Dans ce dernier mot et par l’accent que lui donnaient sa voix, son geste et son regard, M. Bridoux révélait toute la résignation active des jours passés unie aux premières espérances d’un avenir meilleur et laborieusement conquis.


V. — LES AVEUX.

Cependant on commençait à approcher de l’endroit qui était le but de la promenade. Les phares de la Hève, allumés depuis quelques instans, confondaient les rayonnemens de leurs foyers lumineux avec les derniers embrasemens du couchant, qui reflétaient un splendide incendie dans les flots agités. Cette magnificence nouvelle, ajoutée à l’aspect de l’Océan, dont l’immensité se révèle bien plus étendue des hauteurs de La Hève que de la jetée du Havre, attirait l’attention des promeneurs. Familiarisé depuis longtemps avec les spectacles variés de la mer, Jacques était le seul qui parût inattentif. M. Bridoux lui-même resta un moment silencieux; il se sentait pénétré à son insu par les influences de l’heure et du lieu. — Il me semble que je reçois un coup de poing là, dit-il à Jacques en montrant sa poitrine. Cette figure, quoique vulgaire, exprimait assez justement l’effet moral produit par une forte commotion, surtout quand elle est le résultat d’un premier contact avec les grands phénomènes de la création. Comme le caillou qui contient une étincelle, les organisations les moins sensibles, les esprits pétrifiés, renferment également, sous leur triple couche d’une matière épaisse, une parcelle d’enthousiasme, qui pour se dégager n’a besoin que d’un choc violent et inattendu.

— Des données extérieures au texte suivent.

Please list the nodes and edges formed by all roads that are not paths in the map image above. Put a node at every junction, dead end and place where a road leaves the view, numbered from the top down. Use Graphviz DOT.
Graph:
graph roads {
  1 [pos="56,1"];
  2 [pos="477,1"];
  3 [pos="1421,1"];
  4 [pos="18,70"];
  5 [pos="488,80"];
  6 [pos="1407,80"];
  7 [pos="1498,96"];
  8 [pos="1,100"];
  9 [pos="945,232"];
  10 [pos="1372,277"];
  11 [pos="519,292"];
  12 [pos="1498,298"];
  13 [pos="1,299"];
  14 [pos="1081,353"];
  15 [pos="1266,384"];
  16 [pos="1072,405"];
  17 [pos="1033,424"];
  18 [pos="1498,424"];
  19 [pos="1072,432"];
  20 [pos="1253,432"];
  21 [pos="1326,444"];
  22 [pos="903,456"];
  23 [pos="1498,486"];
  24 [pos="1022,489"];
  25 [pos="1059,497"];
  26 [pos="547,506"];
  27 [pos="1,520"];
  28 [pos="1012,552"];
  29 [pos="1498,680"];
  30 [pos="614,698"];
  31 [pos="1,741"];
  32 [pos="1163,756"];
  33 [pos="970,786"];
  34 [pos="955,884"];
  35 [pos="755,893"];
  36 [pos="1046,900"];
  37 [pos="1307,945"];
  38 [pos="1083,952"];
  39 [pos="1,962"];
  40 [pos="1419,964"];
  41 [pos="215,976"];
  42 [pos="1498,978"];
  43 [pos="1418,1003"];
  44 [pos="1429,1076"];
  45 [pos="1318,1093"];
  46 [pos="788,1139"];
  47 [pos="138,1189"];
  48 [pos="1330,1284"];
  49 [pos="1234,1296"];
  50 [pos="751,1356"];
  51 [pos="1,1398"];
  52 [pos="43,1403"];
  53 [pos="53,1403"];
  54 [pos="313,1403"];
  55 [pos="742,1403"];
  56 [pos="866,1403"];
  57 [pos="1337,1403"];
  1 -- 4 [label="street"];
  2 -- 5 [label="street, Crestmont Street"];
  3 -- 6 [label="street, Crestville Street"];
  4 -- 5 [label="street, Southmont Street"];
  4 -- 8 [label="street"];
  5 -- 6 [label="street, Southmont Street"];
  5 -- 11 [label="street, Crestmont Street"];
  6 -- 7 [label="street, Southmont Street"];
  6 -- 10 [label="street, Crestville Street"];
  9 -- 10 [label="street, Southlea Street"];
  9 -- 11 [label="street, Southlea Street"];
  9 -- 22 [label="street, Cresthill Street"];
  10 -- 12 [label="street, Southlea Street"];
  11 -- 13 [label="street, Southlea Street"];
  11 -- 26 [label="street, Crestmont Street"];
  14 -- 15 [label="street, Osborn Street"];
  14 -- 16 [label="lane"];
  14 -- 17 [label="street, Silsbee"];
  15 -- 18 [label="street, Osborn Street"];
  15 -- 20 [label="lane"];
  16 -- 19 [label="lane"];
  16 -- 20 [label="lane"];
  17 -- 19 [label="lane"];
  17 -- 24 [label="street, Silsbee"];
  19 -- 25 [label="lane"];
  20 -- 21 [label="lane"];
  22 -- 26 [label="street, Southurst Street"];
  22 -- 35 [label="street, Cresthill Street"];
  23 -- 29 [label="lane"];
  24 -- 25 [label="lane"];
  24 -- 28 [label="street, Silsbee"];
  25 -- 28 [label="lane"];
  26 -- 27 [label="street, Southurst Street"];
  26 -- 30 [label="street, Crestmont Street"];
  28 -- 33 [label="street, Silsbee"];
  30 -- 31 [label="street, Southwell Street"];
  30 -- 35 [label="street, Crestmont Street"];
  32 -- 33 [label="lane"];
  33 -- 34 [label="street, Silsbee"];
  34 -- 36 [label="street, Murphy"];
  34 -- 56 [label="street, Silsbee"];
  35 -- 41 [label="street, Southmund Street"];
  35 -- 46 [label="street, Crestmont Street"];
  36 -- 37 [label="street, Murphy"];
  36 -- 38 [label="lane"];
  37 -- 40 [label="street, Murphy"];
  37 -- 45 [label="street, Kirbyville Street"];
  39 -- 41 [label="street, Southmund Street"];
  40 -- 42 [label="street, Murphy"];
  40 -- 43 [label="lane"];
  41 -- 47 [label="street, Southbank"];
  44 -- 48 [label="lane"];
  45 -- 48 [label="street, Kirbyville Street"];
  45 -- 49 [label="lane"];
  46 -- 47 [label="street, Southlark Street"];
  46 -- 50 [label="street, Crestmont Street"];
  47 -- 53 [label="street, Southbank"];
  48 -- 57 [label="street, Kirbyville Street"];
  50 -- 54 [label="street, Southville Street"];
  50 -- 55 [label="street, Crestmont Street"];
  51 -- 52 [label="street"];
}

Pendant cette minute, unique dans sa vie, le rustre qui marche tous les jours sans pitié sur la fleur dont le parfum l’enivre se mettra peut-être à genoux pour la cueillir, car pendant cette minute son âme aura tressailli en lui comme un oiseau qui sent ses ailes et tend à s’élever; la brute sera devenue homme, l’homme aura été presque poète.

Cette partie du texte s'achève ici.